操縦桿を流れるように絶え間なく動かし、モニターをひたと睨む。
早く撃って!
ひゅんひゅんと小惑星がうるさく飛んできて、音が聞こえそうな気がする。
だめだ、近づきすぎ。もう撃てない。よけきれるか?
あたしは操縦桿を思い切り切った。祈るような気持ちでモニターを見つめる。
だめか?
ぶつかる?
小惑星の直前でぐぐっと船が曲がった。危うく、かわす。
船の反応が鈍い!
船が、あたしの動きについてこれないのだ。
整備もまともにされてないの?
文句の一つも言いたかったが、言ったところでどうしようもない。それよりも。
「コロム、なんでさっき撃たなかったの」
あたしは不満たっぷりに言う。
「あんなの、どうして撃てるって言うんですか!」
コロムの方が怒鳴った。
「照準を合わせるどころか、速すぎて見えませんよっ!」
コロムはドンッと激しくコンソールを叩いた。
あたしは黙った。
コロムには、これらが見えないんだ。船の反応が鈍いのもそうだ。整備が悪いんじゃない。あたしが過敏なんだ。あたしの感覚にこの船やコロムがついてこれないんだ。
あたしのいつも使っている船が敏感なのか、危機に瀕してあたしの感覚が鋭敏になったのか、そんなの考えている暇はなかった。小惑星がこっちの事情なんてお構いなしにどんどん飛んできていて、それをよけるのに、あたしは手いっぱいだったのだ。
「もうだめですよ」
コロムが言った。
「こんなところを通るなんて、もともとムリだったんです」
あのね、人が必死こいて鈍い船をどうにかこうにか動かしている時に、そーゆー言い方ってないんじゃない?
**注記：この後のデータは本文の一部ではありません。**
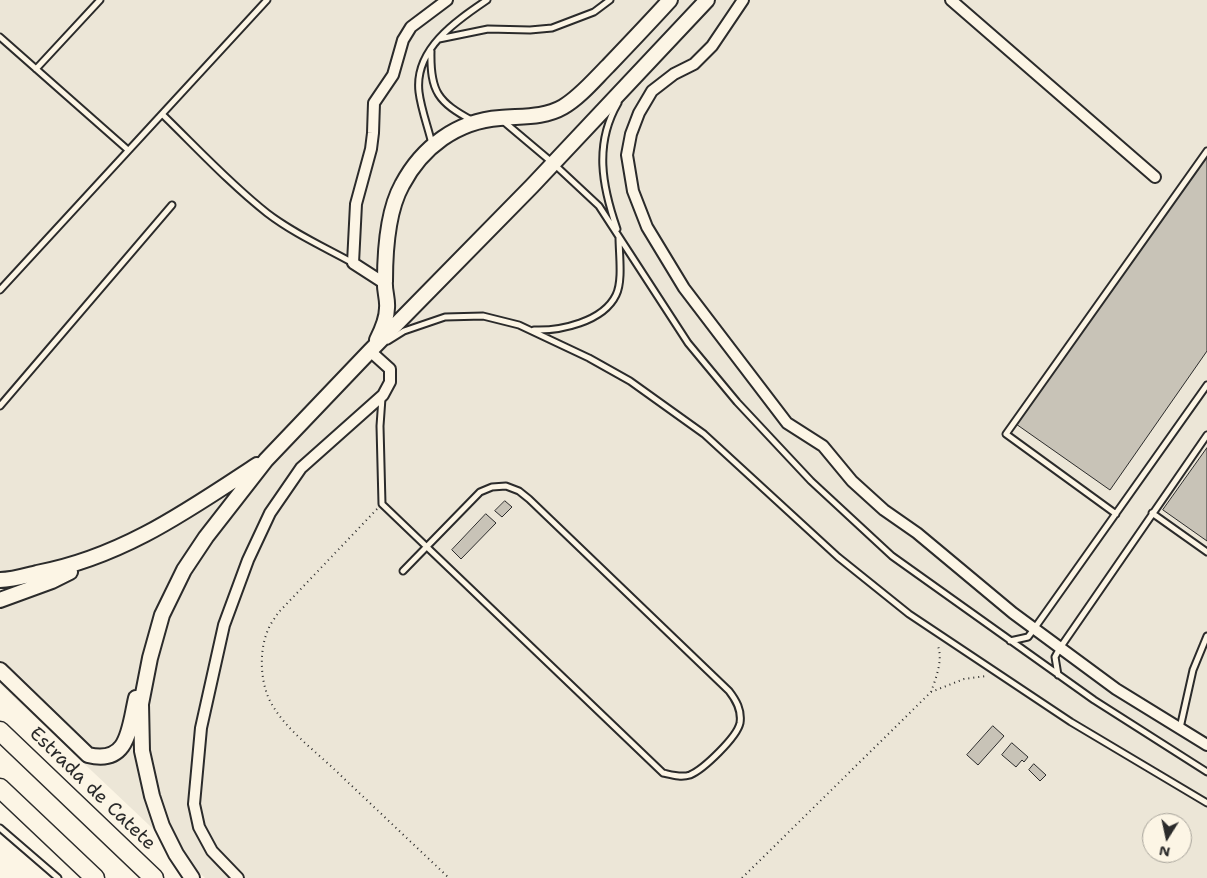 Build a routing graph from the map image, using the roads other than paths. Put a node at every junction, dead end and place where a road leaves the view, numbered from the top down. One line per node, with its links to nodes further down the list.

モニターに意識のほとんどをとられながらも、頭のどこかでカッとくる。
見てろよ。こうなりゃ意地でも脱出してやる。
キッとモニターを睨む。ほら、お次の小惑星。
多分、これまでにない集中力だったのだと思う。高速の大量の小惑星が、スローモーションのように見えていた。
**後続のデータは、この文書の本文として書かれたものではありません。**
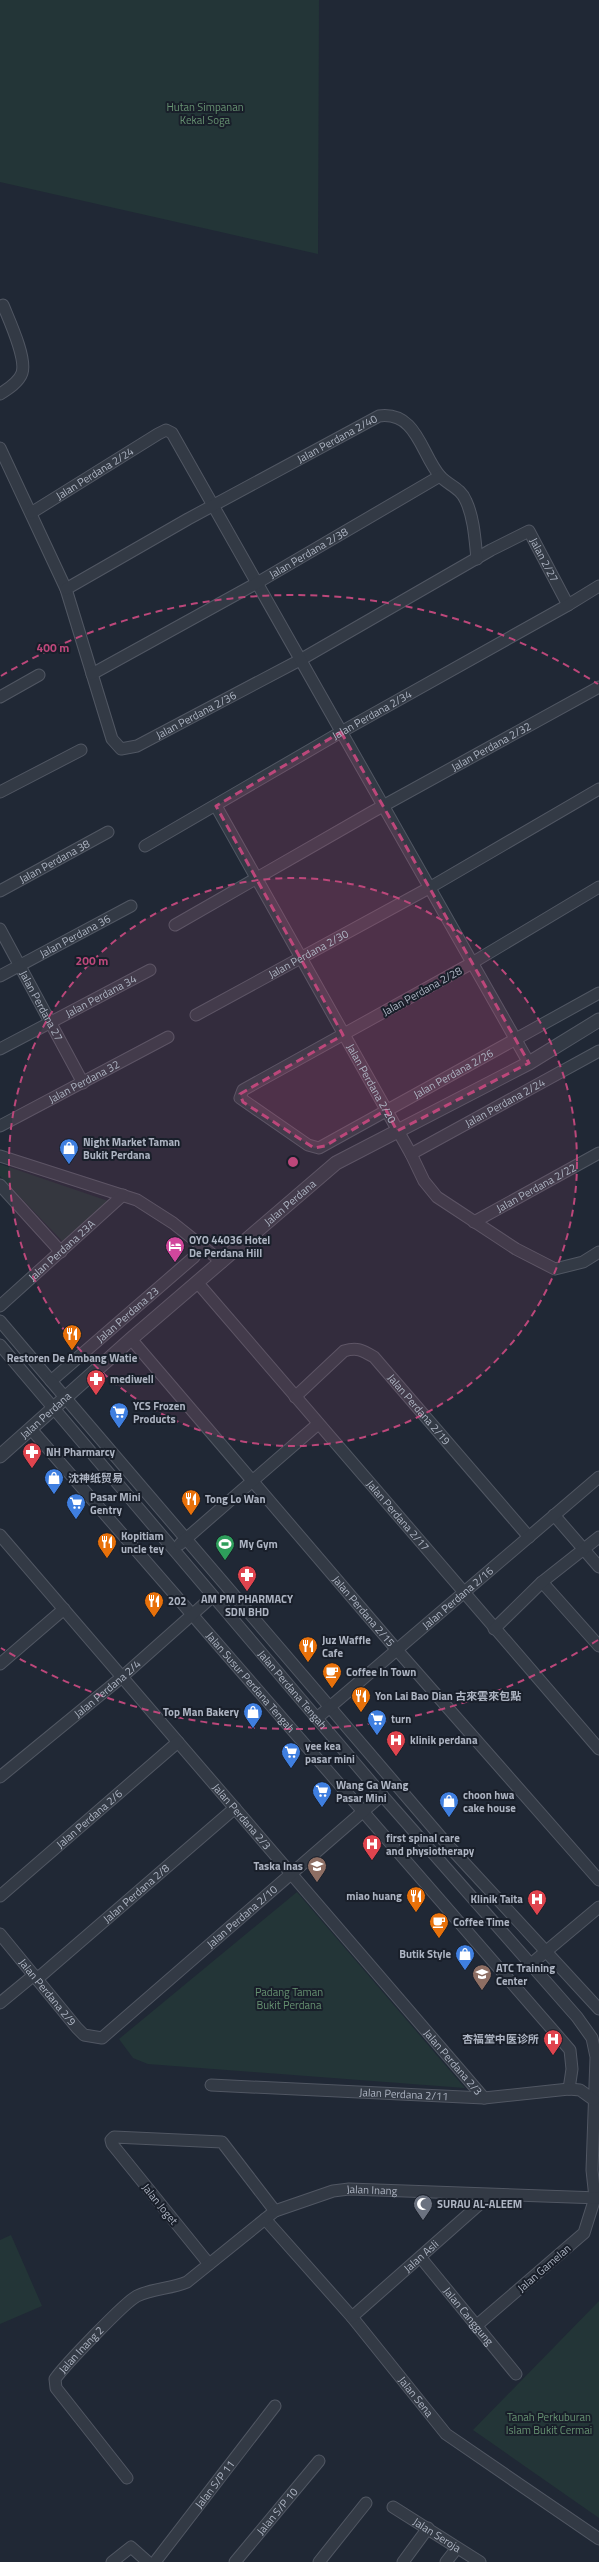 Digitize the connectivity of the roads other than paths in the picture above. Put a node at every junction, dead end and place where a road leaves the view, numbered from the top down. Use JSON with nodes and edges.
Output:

方向、速度を瞬時に判断し、同時に体が反応し、頭脳と肉体の絶妙なコンビネーションで、鈍い船の舵をとる。操縦桿など、力まかせに引いているという感じである。
眼前に、ぼっと三つの小惑星が現れる。回転し、固まりながら接近してくる。
船のくぐり抜けられるすきまはないし、回避するには距離がなさすぎる。回転しながら迫ってくる小惑星を、あたしは操縦桿をぎゅっと握りしめながら睨んでいた。
どこか、どこかすきまはないのか?
……ない。
あたしは判断した。冷たい判断だと我ながら思ったが、現実は現実だった。
ならばどうするか?
必要な部分だけ助かればいい。着陸に必要な翼を失っても、本体と、翼のつけねのレーザー砲、これだけを守ればいい。ともかくどこかの惑星にたどりついて、大気圏外でSOSを送ればすぐに助けはくる。着陸機能はなくてもこの際構いやしないのだ。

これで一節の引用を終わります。